- Exercise details: Write out the entries again exactly as they are given.

------ Exercise materials ------

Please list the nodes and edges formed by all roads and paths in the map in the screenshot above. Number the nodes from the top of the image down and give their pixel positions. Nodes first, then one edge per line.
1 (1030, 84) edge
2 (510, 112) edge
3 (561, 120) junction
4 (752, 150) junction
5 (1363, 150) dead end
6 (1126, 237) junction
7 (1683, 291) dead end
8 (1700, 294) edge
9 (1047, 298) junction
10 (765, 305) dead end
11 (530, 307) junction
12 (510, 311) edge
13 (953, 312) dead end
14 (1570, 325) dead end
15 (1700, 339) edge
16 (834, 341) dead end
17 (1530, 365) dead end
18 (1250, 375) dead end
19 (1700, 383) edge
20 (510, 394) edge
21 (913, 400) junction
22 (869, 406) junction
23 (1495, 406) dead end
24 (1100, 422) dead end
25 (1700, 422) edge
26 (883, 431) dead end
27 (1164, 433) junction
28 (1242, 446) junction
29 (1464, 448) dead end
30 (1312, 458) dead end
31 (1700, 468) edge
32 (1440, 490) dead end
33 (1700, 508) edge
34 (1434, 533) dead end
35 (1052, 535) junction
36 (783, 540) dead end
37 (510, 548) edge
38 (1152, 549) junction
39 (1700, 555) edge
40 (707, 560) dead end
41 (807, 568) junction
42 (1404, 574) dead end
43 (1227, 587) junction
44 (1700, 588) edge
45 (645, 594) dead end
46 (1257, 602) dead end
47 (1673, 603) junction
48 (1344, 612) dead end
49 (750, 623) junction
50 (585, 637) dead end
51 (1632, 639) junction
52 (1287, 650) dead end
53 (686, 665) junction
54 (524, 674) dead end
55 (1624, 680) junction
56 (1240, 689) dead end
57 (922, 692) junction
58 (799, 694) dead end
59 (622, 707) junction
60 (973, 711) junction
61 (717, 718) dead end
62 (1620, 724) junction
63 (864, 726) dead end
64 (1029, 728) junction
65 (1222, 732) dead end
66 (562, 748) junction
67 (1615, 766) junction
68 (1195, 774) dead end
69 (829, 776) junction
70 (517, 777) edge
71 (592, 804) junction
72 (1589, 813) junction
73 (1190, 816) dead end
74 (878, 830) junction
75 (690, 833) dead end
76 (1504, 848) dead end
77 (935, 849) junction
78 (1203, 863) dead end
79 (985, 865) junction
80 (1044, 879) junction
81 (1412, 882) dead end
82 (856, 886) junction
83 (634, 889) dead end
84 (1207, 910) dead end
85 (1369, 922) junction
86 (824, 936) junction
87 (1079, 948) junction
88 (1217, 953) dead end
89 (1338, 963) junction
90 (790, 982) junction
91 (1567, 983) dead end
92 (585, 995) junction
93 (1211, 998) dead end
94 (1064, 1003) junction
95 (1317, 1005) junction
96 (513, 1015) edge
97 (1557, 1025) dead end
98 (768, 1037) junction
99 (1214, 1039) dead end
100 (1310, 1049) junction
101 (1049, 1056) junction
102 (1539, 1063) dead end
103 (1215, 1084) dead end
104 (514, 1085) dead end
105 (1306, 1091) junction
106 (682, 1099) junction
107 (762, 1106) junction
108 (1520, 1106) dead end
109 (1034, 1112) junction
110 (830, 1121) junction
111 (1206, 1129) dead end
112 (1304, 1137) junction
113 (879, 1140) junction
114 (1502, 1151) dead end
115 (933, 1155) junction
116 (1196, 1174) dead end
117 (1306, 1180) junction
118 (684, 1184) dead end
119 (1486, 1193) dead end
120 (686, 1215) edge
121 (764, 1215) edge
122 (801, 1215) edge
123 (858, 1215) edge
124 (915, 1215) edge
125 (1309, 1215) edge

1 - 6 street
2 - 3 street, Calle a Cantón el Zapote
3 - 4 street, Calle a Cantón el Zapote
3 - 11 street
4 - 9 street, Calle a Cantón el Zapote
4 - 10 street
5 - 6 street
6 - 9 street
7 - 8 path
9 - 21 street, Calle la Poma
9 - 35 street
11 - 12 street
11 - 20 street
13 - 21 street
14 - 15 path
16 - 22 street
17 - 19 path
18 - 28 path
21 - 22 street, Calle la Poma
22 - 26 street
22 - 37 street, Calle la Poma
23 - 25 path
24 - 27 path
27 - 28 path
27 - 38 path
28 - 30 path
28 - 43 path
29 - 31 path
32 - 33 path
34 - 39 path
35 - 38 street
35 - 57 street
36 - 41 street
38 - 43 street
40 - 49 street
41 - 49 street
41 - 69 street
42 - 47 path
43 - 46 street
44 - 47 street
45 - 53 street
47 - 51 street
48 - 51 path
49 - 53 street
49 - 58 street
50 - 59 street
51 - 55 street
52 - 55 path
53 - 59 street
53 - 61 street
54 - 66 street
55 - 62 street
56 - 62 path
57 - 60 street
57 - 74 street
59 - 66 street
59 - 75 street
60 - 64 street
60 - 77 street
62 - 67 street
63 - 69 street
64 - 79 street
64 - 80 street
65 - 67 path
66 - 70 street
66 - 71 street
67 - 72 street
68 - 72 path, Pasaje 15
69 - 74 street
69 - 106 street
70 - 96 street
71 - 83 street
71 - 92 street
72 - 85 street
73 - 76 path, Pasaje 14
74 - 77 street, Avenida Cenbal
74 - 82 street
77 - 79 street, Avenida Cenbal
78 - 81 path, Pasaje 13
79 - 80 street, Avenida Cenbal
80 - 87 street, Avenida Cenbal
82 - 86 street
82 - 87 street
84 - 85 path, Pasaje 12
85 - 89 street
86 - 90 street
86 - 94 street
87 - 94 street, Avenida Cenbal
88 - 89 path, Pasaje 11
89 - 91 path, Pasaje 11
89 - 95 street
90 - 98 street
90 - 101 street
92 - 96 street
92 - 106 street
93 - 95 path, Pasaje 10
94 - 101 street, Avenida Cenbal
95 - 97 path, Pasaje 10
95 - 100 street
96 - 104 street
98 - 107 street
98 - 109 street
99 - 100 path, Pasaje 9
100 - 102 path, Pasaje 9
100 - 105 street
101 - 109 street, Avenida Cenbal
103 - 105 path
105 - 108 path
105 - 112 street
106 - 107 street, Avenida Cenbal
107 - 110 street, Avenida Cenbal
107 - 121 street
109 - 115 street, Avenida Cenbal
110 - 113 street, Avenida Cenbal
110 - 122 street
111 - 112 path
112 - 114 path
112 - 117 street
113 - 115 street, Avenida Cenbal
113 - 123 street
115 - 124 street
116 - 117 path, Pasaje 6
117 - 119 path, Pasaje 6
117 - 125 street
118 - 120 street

------

- Result below:
Please list the nodes and edges formed by all roads and paths in the map in the screenshot above. Number the nodes from the top of the image down and give their pixel positions. Nodes first, then one edge per line.
1 (1030, 84) edge
2 (510, 112) edge
3 (561, 120) junction
4 (752, 150) junction
5 (1363, 150) dead end
6 (1126, 237) junction
7 (1683, 291) dead end
8 (1700, 294) edge
9 (1047, 298) junction
10 (765, 305) dead end
11 (530, 307) junction
12 (510, 311) edge
13 (953, 312) dead end
14 (1570, 325) dead end
15 (1700, 339) edge
16 (834, 341) dead end
17 (1530, 365) dead end
18 (1250, 375) dead end
19 (1700, 383) edge
20 (510, 394) edge
21 (913, 400) junction
22 (869, 406) junction
23 (1495, 406) dead end
24 (1100, 422) dead end
25 (1700, 422) edge
26 (883, 431) dead end
27 (1164, 433) junction
28 (1242, 446) junction
29 (1464, 448) dead end
30 (1312, 458) dead end
31 (1700, 468) edge
32 (1440, 490) dead end
33 (1700, 508) edge
34 (1434, 533) dead end
35 (1052, 535) junction
36 (783, 540) dead end
37 (510, 548) edge
38 (1152, 549) junction
39 (1700, 555) edge
40 (707, 560) dead end
41 (807, 568) junction
42 (1404, 574) dead end
43 (1227, 587) junction
44 (1700, 588) edge
45 (645, 594) dead end
46 (1257, 602) dead end
47 (1673, 603) junction
48 (1344, 612) dead end
49 (750, 623) junction
50 (585, 637) dead end
51 (1632, 639) junction
52 (1287, 650) dead end
53 (686, 665) junction
54 (524, 674) dead end
55 (1624, 680) junction
56 (1240, 689) dead end
57 (922, 692) junction
58 (799, 694) dead end
59 (622, 707) junction
60 (973, 711) junction
61 (717, 718) dead end
62 (1620, 724) junction
63 (864, 726) dead end
64 (1029, 728) junction
65 (1222, 732) dead end
66 (562, 748) junction
67 (1615, 766) junction
68 (1195, 774) dead end
69 (829, 776) junction
70 (517, 777) edge
71 (592, 804) junction
72 (1589, 813) junction
73 (1190, 816) dead end
74 (878, 830) junction
75 (690, 833) dead end
76 (1504, 848) dead end
77 (935, 849) junction
78 (1203, 863) dead end
79 (985, 865) junction
80 (1044, 879) junction
81 (1412, 882) dead end
82 (856, 886) junction
83 (634, 889) dead end
84 (1207, 910) dead end
85 (1369, 922) junction
86 (824, 936) junction
87 (1079, 948) junction
88 (1217, 953) dead end
89 (1338, 963) junction
90 (790, 982) junction
91 (1567, 983) dead end
92 (585, 995) junction
93 (1211, 998) dead end
94 (1064, 1003) junction
95 (1317, 1005) junction
96 (513, 1015) edge
97 (1557, 1025) dead end
98 (768, 1037) junction
99 (1214, 1039) dead end
100 (1310, 1049) junction
101 (1049, 1056) junction
102 (1539, 1063) dead end
103 (1215, 1084) dead end
104 (514, 1085) dead end
105 (1306, 1091) junction
106 (682, 1099) junction
107 (762, 1106) junction
108 (1520, 1106) dead end
109 (1034, 1112) junction
110 (830, 1121) junction
111 (1206, 1129) dead end
112 (1304, 1137) junction
113 (879, 1140) junction
114 (1502, 1151) dead end
115 (933, 1155) junction
116 (1196, 1174) dead end
117 (1306, 1180) junction
118 (684, 1184) dead end
119 (1486, 1193) dead end
120 (686, 1215) edge
121 (764, 1215) edge
122 (801, 1215) edge
123 (858, 1215) edge
124 (915, 1215) edge
125 (1309, 1215) edge

1 - 6 street
2 - 3 street, Calle a Cantón el Zapote
3 - 4 street, Calle a Cantón el Zapote
3 - 11 street
4 - 9 street, Calle a Cantón el Zapote
4 - 10 street
5 - 6 street
6 - 9 street
7 - 8 path
9 - 21 street, Calle la Poma
9 - 35 street
11 - 12 street
11 - 20 street
13 - 21 street
14 - 15 path
16 - 22 street
17 - 19 path
18 - 28 path
21 - 22 street, Calle la Poma
22 - 26 street
22 - 37 street, Calle la Poma
23 - 25 path
24 - 27 path
27 - 28 path
27 - 38 path
28 - 30 path
28 - 43 path
29 - 31 path
32 - 33 path
34 - 39 path
35 - 38 street
35 - 57 street
36 - 41 street
38 - 43 street
40 - 49 street
41 - 49 street
41 - 69 street
42 - 47 path
43 - 46 street
44 - 47 street
45 - 53 street
47 - 51 street
48 - 51 path
49 - 53 street
49 - 58 street
50 - 59 street
51 - 55 street
52 - 55 path
53 - 59 street
53 - 61 street
54 - 66 street
55 - 62 street
56 - 62 path
57 - 60 street
57 - 74 street
59 - 66 street
59 - 75 street
60 - 64 street
60 - 77 street
62 - 67 street
63 - 69 street
64 - 79 street
64 - 80 street
65 - 67 path
66 - 70 street
66 - 71 street
67 - 72 street
68 - 72 path, Pasaje 15
69 - 74 street
69 - 106 street
70 - 96 street
71 - 83 street
71 - 92 street
72 - 85 street
73 - 76 path, Pasaje 14
74 - 77 street, Avenida Cenbal
74 - 82 street
77 - 79 street, Avenida Cenbal
78 - 81 path, Pasaje 13
79 - 80 street, Avenida Cenbal
80 - 87 street, Avenida Cenbal
82 - 86 street
82 - 87 street
84 - 85 path, Pasaje 12
85 - 89 street
86 - 90 street
86 - 94 street
87 - 94 street, Avenida Cenbal
88 - 89 path, Pasaje 11
89 - 91 path, Pasaje 11
89 - 95 street
90 - 98 street
90 - 101 street
92 - 96 street
92 - 106 street
93 - 95 path, Pasaje 10
94 - 101 street, Avenida Cenbal
95 - 97 path, Pasaje 10
95 - 100 street
96 - 104 street
98 - 107 street
98 - 109 street
99 - 100 path, Pasaje 9
100 - 102 path, Pasaje 9
100 - 105 street
101 - 109 street, Avenida Cenbal
103 - 105 path
105 - 108 path
105 - 112 street
106 - 107 street, Avenida Cenbal
107 - 110 street, Avenida Cenbal
107 - 121 street
109 - 115 street, Avenida Cenbal
110 - 113 street, Avenida Cenbal
110 - 122 street
111 - 112 path
112 - 114 path
112 - 117 street
113 - 115 street, Avenida Cenbal
113 - 123 street
115 - 124 street
116 - 117 path, Pasaje 6
117 - 119 path, Pasaje 6
117 - 125 street
118 - 120 street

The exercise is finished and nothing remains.